### Exercise details
Set down the line that contains "wrist: (1136, 648)" and every line after it to the end of the entries, exactly as they stand and nothing more.

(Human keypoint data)
------------------------------------------------------------
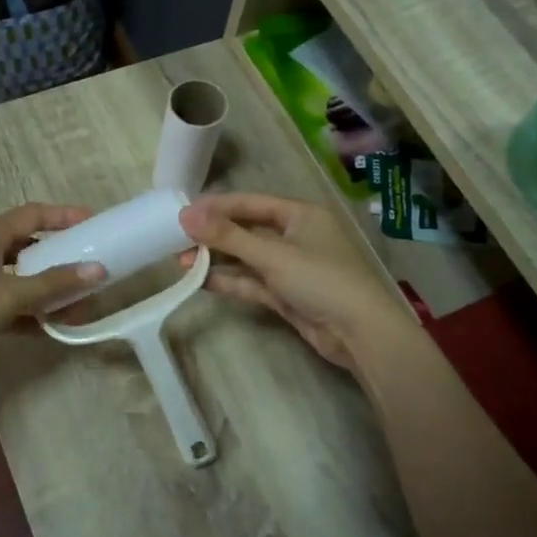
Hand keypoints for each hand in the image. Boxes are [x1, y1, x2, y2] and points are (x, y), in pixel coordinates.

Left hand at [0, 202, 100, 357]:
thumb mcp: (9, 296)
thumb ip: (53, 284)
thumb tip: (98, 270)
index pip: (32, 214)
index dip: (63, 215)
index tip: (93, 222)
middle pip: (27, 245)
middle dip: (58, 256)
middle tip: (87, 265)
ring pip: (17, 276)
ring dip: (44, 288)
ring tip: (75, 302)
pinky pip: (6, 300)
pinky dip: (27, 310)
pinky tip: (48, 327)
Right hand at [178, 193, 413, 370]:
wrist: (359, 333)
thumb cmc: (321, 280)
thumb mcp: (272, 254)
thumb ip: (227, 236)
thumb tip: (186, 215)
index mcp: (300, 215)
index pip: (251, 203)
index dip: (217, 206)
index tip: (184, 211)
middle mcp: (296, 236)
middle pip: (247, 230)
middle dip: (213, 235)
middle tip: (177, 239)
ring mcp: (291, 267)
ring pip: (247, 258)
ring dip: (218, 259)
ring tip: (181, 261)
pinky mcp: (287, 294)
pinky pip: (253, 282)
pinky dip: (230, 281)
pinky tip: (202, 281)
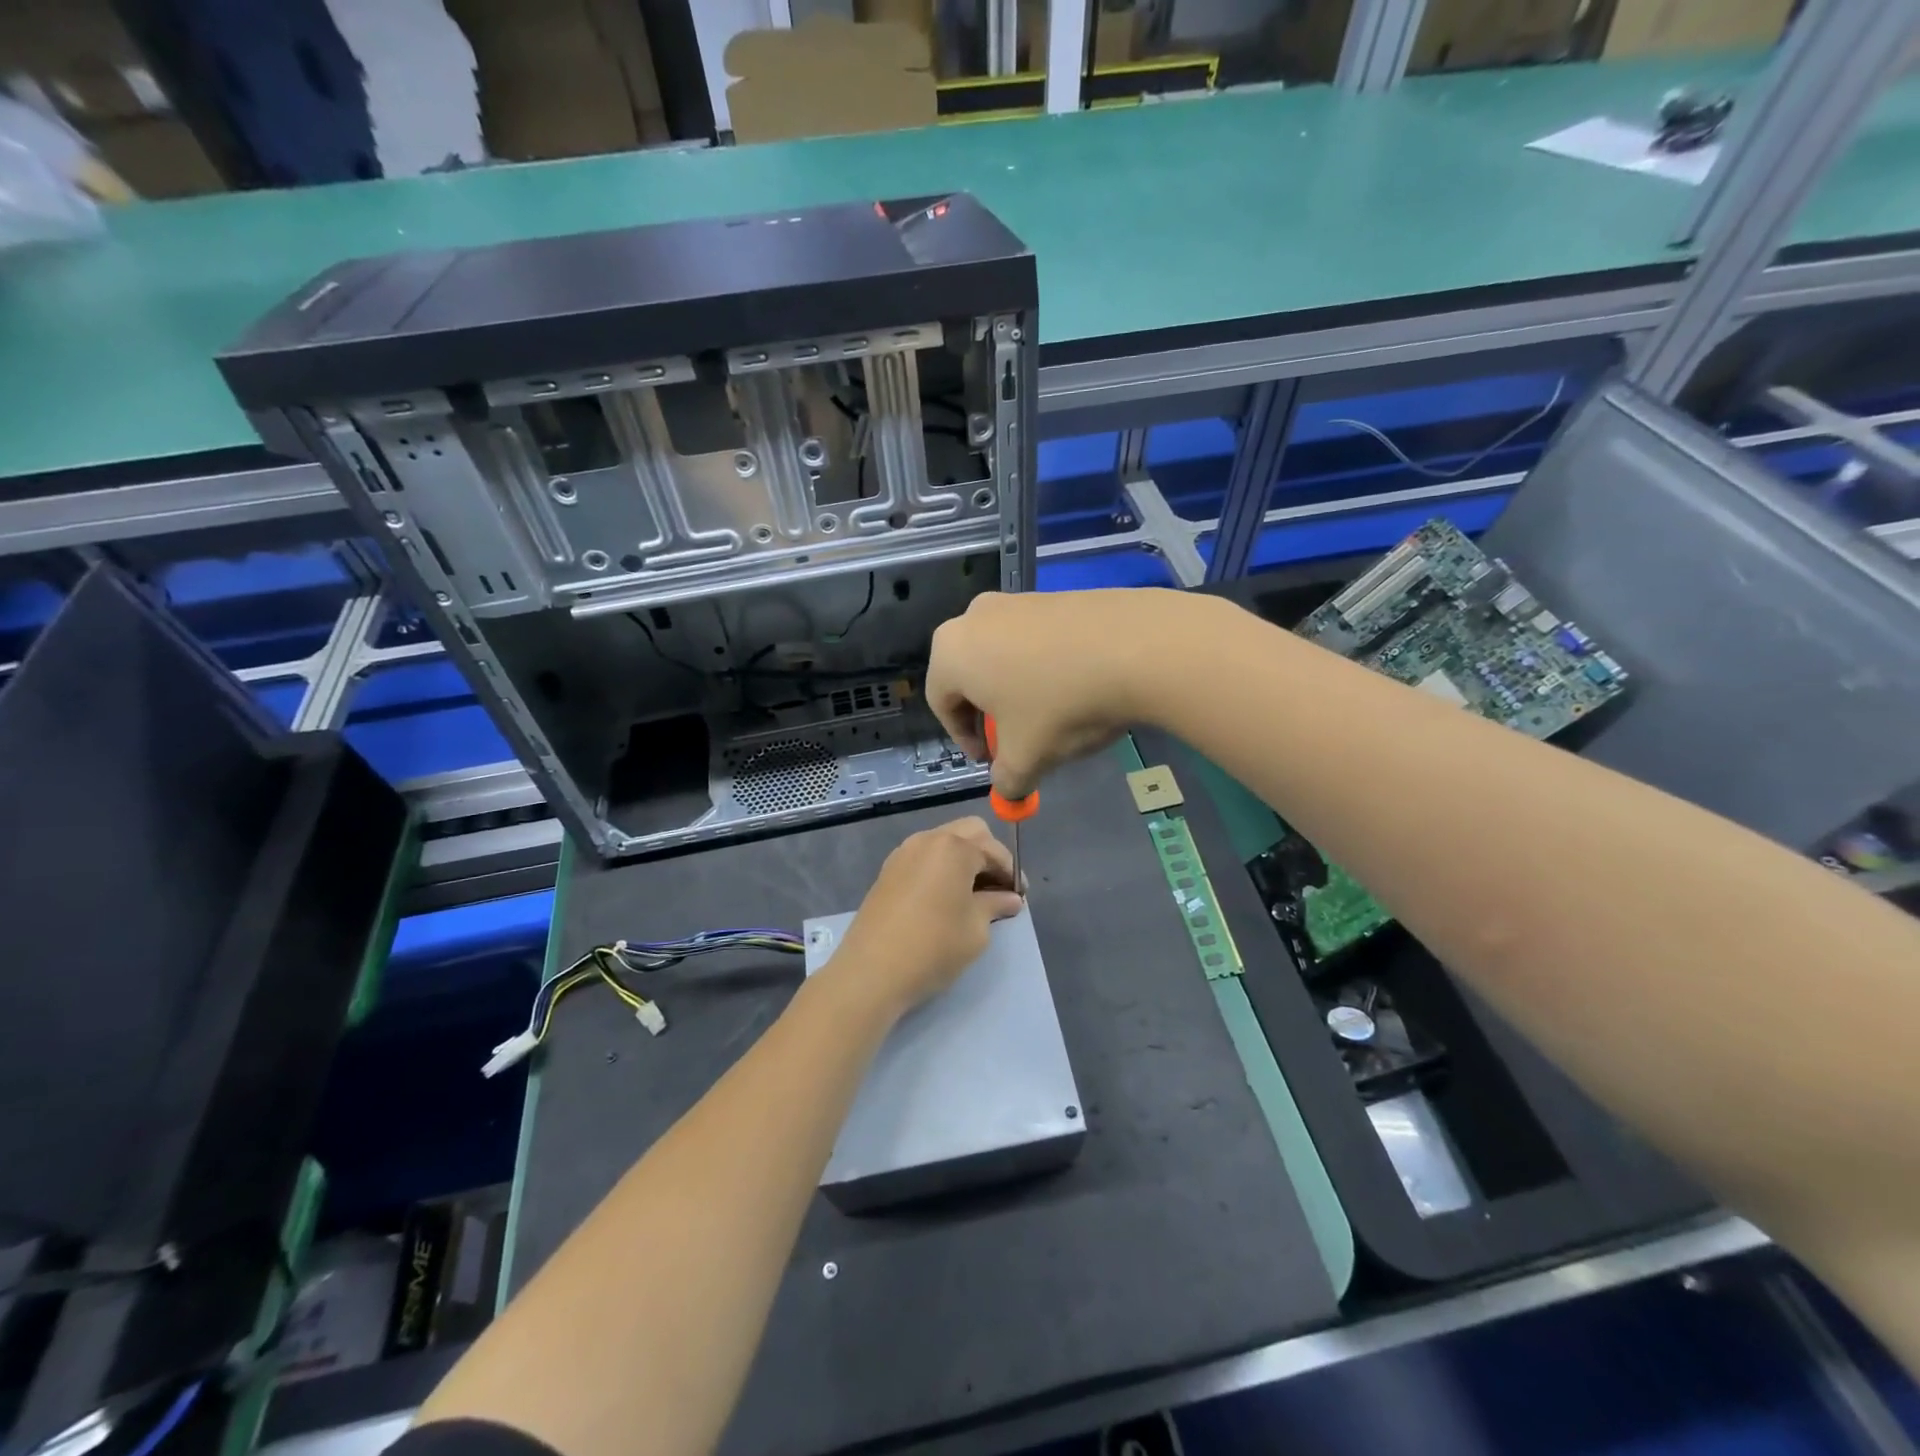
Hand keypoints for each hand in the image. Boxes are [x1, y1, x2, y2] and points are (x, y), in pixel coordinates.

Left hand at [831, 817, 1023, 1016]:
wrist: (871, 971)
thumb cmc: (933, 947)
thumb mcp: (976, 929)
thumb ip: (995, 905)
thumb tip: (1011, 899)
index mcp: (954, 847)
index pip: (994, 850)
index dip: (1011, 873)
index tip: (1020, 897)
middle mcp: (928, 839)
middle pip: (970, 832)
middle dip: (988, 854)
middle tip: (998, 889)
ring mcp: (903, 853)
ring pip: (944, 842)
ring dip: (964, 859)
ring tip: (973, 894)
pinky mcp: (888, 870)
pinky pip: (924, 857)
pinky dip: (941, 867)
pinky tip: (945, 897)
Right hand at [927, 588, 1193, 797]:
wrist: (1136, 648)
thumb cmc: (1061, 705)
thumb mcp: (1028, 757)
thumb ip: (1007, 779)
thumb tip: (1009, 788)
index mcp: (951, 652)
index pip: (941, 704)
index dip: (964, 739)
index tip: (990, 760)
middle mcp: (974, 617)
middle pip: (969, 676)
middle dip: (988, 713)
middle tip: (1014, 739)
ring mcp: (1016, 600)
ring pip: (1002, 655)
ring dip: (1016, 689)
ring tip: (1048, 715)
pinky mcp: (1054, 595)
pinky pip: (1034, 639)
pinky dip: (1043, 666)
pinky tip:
------------------------------------------------------------
### Reply
wrist: (1136, 648)
thumb cmc: (1061, 705)
thumb mcp: (1028, 757)
thumb ip: (1007, 779)
thumb tip: (1009, 788)
index mcp: (951, 652)
index pip: (941, 704)
index dip: (964, 739)
index tip: (990, 760)
middle mcp: (974, 617)
middle pip: (969, 676)
middle dip: (988, 713)
middle tip: (1014, 739)
ring mcp: (1016, 600)
ring pip: (1002, 655)
ring dip: (1016, 689)
ring tip: (1048, 715)
pinky mcp: (1054, 595)
pinky pip: (1034, 639)
pinky dip: (1043, 666)
pinky tip:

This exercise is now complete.